[Start of section]
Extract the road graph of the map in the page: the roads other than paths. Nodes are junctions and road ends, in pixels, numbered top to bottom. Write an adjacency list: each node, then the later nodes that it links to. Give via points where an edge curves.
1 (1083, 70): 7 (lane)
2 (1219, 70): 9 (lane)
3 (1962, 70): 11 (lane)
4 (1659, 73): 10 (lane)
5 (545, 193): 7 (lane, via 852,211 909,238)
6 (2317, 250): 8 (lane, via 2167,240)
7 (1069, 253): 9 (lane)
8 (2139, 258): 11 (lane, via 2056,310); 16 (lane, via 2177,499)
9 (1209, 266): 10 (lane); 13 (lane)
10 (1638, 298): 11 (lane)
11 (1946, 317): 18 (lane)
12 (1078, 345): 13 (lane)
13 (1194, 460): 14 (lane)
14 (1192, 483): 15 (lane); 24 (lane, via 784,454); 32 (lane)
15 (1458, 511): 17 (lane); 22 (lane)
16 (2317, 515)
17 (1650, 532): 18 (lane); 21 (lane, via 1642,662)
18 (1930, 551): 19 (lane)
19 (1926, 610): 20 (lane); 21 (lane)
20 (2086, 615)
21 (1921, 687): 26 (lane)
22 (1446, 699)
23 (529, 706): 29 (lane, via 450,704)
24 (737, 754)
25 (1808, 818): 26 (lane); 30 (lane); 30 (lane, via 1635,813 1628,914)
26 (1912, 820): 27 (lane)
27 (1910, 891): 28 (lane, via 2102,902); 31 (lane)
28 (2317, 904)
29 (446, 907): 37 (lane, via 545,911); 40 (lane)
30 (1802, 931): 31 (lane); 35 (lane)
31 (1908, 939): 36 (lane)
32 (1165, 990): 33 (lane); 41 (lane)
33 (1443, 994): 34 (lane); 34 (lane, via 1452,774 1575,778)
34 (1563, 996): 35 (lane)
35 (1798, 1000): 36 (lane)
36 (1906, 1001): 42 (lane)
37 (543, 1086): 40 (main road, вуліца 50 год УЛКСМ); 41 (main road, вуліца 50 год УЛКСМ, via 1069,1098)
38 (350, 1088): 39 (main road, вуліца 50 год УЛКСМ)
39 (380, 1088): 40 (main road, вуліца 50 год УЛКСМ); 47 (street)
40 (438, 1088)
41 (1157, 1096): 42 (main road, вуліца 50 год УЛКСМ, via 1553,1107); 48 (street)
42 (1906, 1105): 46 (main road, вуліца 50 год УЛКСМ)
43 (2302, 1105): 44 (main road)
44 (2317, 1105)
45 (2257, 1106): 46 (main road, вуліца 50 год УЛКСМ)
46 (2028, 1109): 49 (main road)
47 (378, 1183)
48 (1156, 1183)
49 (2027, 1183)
[End of section]
YOUR ASSIGNMENT:
Each line above should be duplicated without any alteration.

SOLUTION FOR THIS PROBLEM:
Extract the road graph of the map in the page: the roads other than paths. Nodes are junctions and road ends, in pixels, numbered top to bottom. Write an adjacency list: each node, then the later nodes that it links to. Give via points where an edge curves.
1 (1083, 70): 7 (lane)
2 (1219, 70): 9 (lane)
3 (1962, 70): 11 (lane)
4 (1659, 73): 10 (lane)
5 (545, 193): 7 (lane, via 852,211 909,238)
6 (2317, 250): 8 (lane, via 2167,240)
7 (1069, 253): 9 (lane)
8 (2139, 258): 11 (lane, via 2056,310); 16 (lane, via 2177,499)
9 (1209, 266): 10 (lane); 13 (lane)
10 (1638, 298): 11 (lane)
11 (1946, 317): 18 (lane)
12 (1078, 345): 13 (lane)
13 (1194, 460): 14 (lane)
14 (1192, 483): 15 (lane); 24 (lane, via 784,454); 32 (lane)
15 (1458, 511): 17 (lane); 22 (lane)
16 (2317, 515)
17 (1650, 532): 18 (lane); 21 (lane, via 1642,662)
18 (1930, 551): 19 (lane)
19 (1926, 610): 20 (lane); 21 (lane)
20 (2086, 615)
21 (1921, 687): 26 (lane)
22 (1446, 699)
23 (529, 706): 29 (lane, via 450,704)
24 (737, 754)
25 (1808, 818): 26 (lane); 30 (lane); 30 (lane, via 1635,813 1628,914)
26 (1912, 820): 27 (lane)
27 (1910, 891): 28 (lane, via 2102,902); 31 (lane)
28 (2317, 904)
29 (446, 907): 37 (lane, via 545,911); 40 (lane)
30 (1802, 931): 31 (lane); 35 (lane)
31 (1908, 939): 36 (lane)
32 (1165, 990): 33 (lane); 41 (lane)
33 (1443, 994): 34 (lane); 34 (lane, via 1452,774 1575,778)
34 (1563, 996): 35 (lane)
35 (1798, 1000): 36 (lane)
36 (1906, 1001): 42 (lane)
37 (543, 1086): 40 (main road, вуліца 50 год УЛКСМ); 41 (main road, вуліца 50 год УЛКСМ, via 1069,1098)
38 (350, 1088): 39 (main road, вуліца 50 год УЛКСМ)
39 (380, 1088): 40 (main road, вуліца 50 год УЛКСМ); 47 (street)
40 (438, 1088)
41 (1157, 1096): 42 (main road, вуліца 50 год УЛКСМ, via 1553,1107); 48 (street)
42 (1906, 1105): 46 (main road, вуліца 50 год УЛКСМ)
43 (2302, 1105): 44 (main road)
44 (2317, 1105)
45 (2257, 1106): 46 (main road, вуліца 50 год УЛКСМ)
46 (2028, 1109): 49 (main road)
47 (378, 1183)
48 (1156, 1183)
49 (2027, 1183)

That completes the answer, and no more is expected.